Ntvnews.id, Jakarta - Rencana pemerintah untuk menambah Golongan III pada Sigaret Kretek Mesin (SKM) dalam struktur tarif Cukai Hasil Tembakau (CHT) memicu kritik dari berbagai kalangan. Center for Indonesia’s Strategic Development Initiatives (CISDI) menyampaikan bahwa langkah tersebut bertentangan dengan tujuan utama dari kebijakan cukai, yaitu pengendalian konsumsi rokok serta optimalisasi penerimaan negara.
Menurut CISDI, penambahan golongan baru justru berpotensi memperburuk tren downtrading, yakni peralihan konsumen ke produk rokok dengan harga yang lebih murah. Fenomena ini menjadi salah satu tantangan dalam sistem cukai saat ini karena tidak hanya berdampak negatif terhadap kesehatan masyarakat, tetapi juga bisa mengurangi pendapatan negara dan membuka celah bagi peredaran rokok ilegal.
“Penambahan layer SKM Golongan III ini sangat kontraproduktif,” ujar Project Lead Tobacco Control CISDI, Beladenta Amalia dalam keterangannya, Selasa, 22 Juli 2025.
Beladenta menjelaskan bahwa saat ini struktur tarif cukai tembakau sudah memiliki delapan layer. Jika ditambah lagi menjadi sembilan, hal tersebut justru akan menambah kompleksitas sistem dan menurunkan efektivitas kebijakan yang ada.
“Dengan menambah layer tambahan ke struktur cukai kita yang sudah sangat kompleks, justru malah bisa menambah opsi harga kepada konsumen perokok. Karena dengan sistem cukai selama ini sebenarnya dari Kementerian Keuangan (Kemenkeu) sudah mengeluhkan adanya fenomena downtrading,” jelasnya.
Ia menambahkan, harga rokok yang lebih murah umumnya dibebani tarif cukai yang lebih rendah, sehingga potensi pemasukan negara ikut terdampak. “Rokok yang murah itu kan tentu tarif cukainya lebih rendah, artinya negara juga akan rendah pemasukannya karena ada downtrading ini, sehingga penerimaan negara tidak akan optimal,” kata Beladenta.
Selain merugikan dari sisi fiskal, struktur tarif yang makin rumit juga menyulitkan pengawasan di lapangan. Semakin banyak jenis pita cukai, maka semakin banyak pula produk yang perlu diawasi oleh Bea Cukai.
“Karena makin banyak jenis rokok yang harus diawasi, sehingga ini yang membuat penegakan itu semakin rumit, dan memperbesar potensi celah rokok ilegal,” ujar Beladenta.

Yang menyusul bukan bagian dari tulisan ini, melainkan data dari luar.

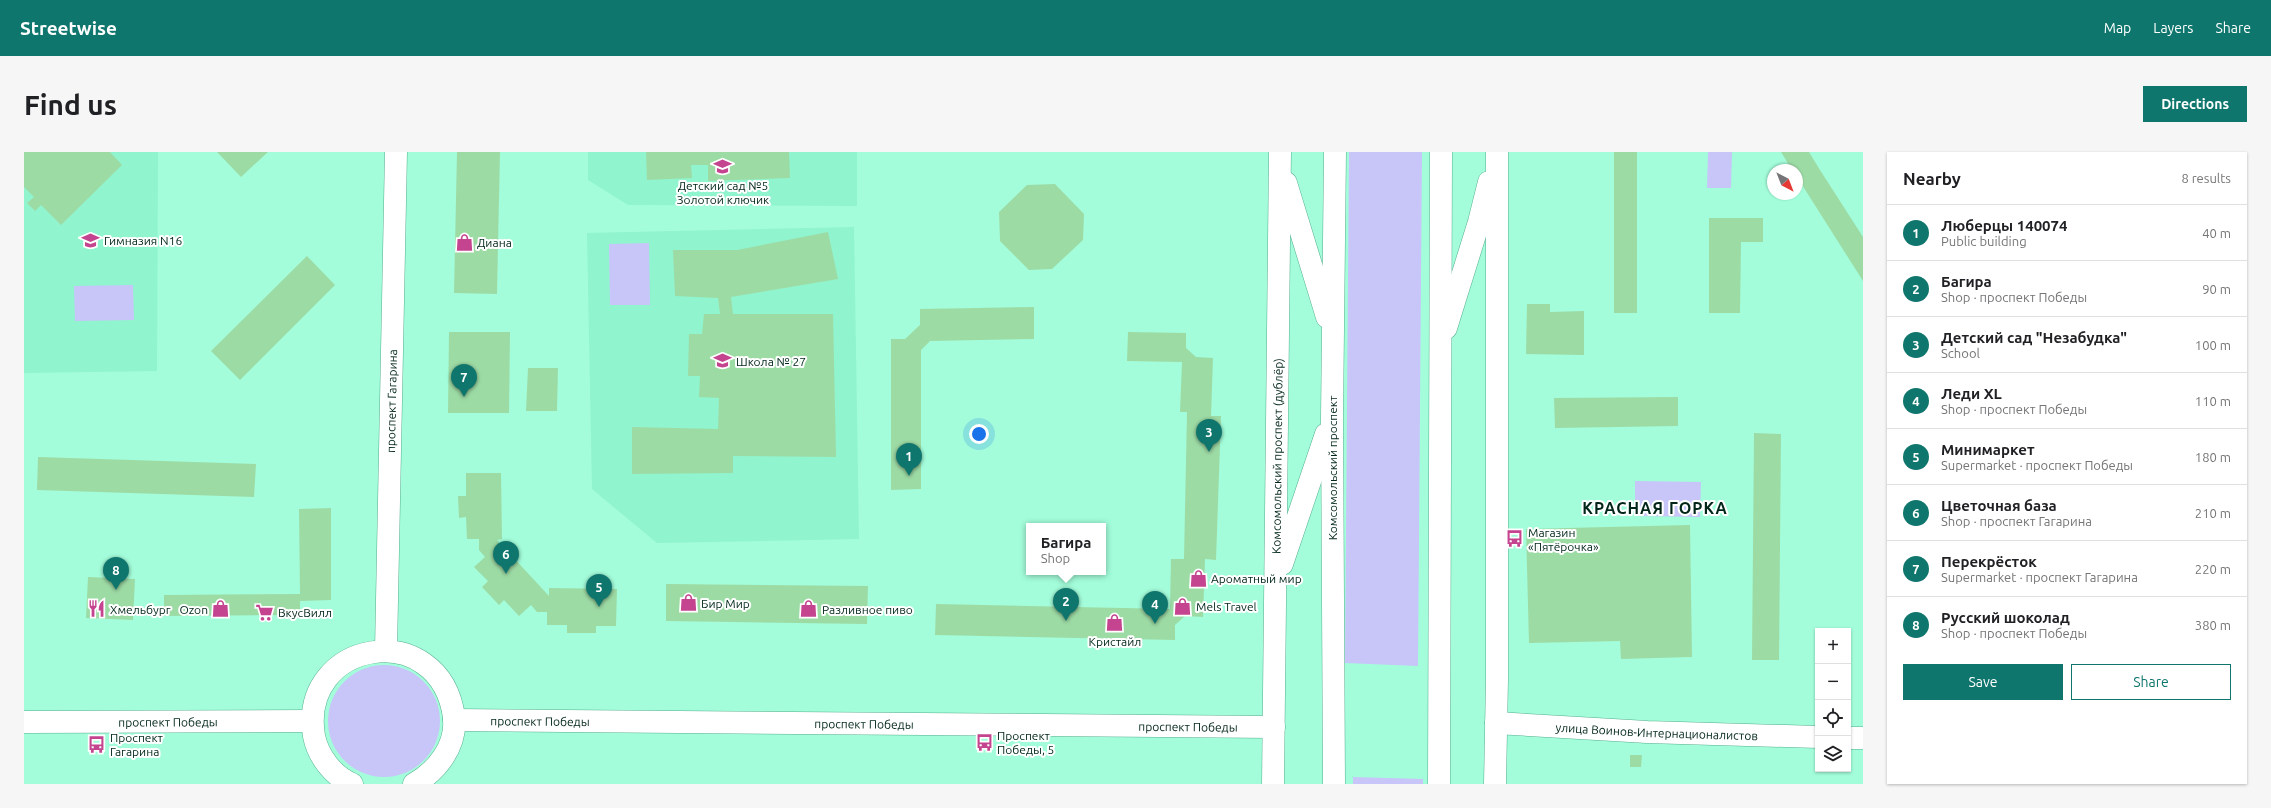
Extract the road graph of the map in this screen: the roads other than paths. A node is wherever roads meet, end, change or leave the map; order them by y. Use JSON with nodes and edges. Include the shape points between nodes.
{"nodes":[{"id":1,"x":396,"y":152,"type":"edge"},
{"id":2,"x":1335,"y":152,"type":"edge"},
{"id":3,"x":1440,"y":152,"type":"edge"},
{"id":4,"x":1496,"y":152,"type":"edge"},
{"id":5,"x":1280,"y":157,"type":"edge"},
{"id":6,"x":1333,"y":337,"type":"junction"},
{"id":7,"x":1439,"y":348,"type":"junction"},
{"id":8,"x":1332,"y":418,"type":"junction"},
{"id":9,"x":1276,"y":582,"type":"junction"},
{"id":10,"x":386,"y":650,"type":"junction"},
{"id":11,"x":454,"y":720,"type":"junction"},
{"id":12,"x":312,"y":721,"type":"junction"},
{"id":13,"x":24,"y":722,"type":"edge"},
{"id":14,"x":1496,"y":723,"type":"junction"},
{"id":15,"x":1274,"y":727,"type":"junction"},
{"id":16,"x":1815,"y":737,"type":"edge"},
{"id":17,"x":1851,"y":738,"type":"edge"},
{"id":18,"x":1863,"y":738,"type":"edge"},
{"id":19,"x":352,"y":784,"type":"edge"},
{"id":20,"x":414,"y":784,"type":"edge"},
{"id":21,"x":1273,"y":784,"type":"edge"},
{"id":22,"x":1334,"y":784,"type":"edge"},
{"id":23,"x":1438,"y":784,"type":"edge"},
{"id":24,"x":1495,"y":784,"type":"edge"}],
"edges":[{"from":1,"to":10,"type":"street","name":"проспект Гагарина"},
{"from":2,"to":6,"type":"street","name":"Комсомольский проспект"},
{"from":3,"to":7,"type":"street"},
{"from":4,"to":7,"type":"street","via":[[1479,222]]},
{"from":4,"to":14,"type":"street"},
{"from":5,"to":6,"type":"street"},
{"from":5,"to":9,"type":"street","name":"Комсомольский проспект (дублёр)"},
{"from":6,"to":8,"type":"street","name":"Комсомольский проспект"},
{"from":7,"to":23,"type":"street"},
{"from":8,"to":9,"type":"street"},
{"from":8,"to":22,"type":"street","name":"Комсомольский проспект"},
{"from":9,"to":15,"type":"street","name":"Комсомольский проспект (дублёр)"},
{"from":10,"to":11,"type":"street","via":[[407,654],[426,664],[436,674],[451,699]]},
{"from":10,"to":12,"type":"street","via":[[358,654],[334,670],[317,693]]},
{"from":11,"to":15,"type":"street","name":"проспект Победы"},
{"from":11,"to":20,"type":"street","via":[[451,741],[442,760],[428,776]]},
{"from":12,"to":13,"type":"street","name":"проспект Победы"},
{"from":12,"to":19,"type":"street","via":[[316,744],[327,765]]},
{"from":14,"to":16,"type":"street","name":"улица Воинов-Интернационалистов","via":[[1647,732]]},
{"from":14,"to":24,"type":"street"},
{"from":15,"to":21,"type":"street","name":"Комсомольский проспект (дублёр)"},
{"from":17,"to":18,"type":"street"}]}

Sebagai solusi, CISDI mendorong pemerintah untuk merampingkan struktur tarif cukai, bukan menambahnya. Lembaga tersebut menyarankan agar jumlah layer dikurangi secara bertahap menjadi tiga hingga lima saja hingga tahun 2029, seiring dengan implementasi kebijakan cukai multi-tahun.
Pendekatan tersebut diyakini bisa memberikan kepastian bagi pelaku industri tembakau, sekaligus memperkuat upaya pengendalian konsumsi rokok. Beladenta pun menyoroti inkonsistensi kebijakan pemerintah dalam hal ini.
“Sangat disayangkan ya sebenarnya waktu itu pemerintah sudah berani mengeluarkan cukai multi-year dari tahun 2023 sampai 2024. Semestinya itu diteruskan menurut kami,” tegasnya.
CISDI menyimpulkan bahwa kebijakan menambah golongan baru dalam struktur tarif CHT bukanlah jalan keluar, melainkan akan memperumit sistem yang ada, memperbesar potensi rokok ilegal, dan melemahkan penerimaan negara. Mereka mendesak agar pemerintah mengambil sikap yang konsisten dan berani dalam mengedepankan kepentingan kesehatan publik dan masa depan fiskal negara.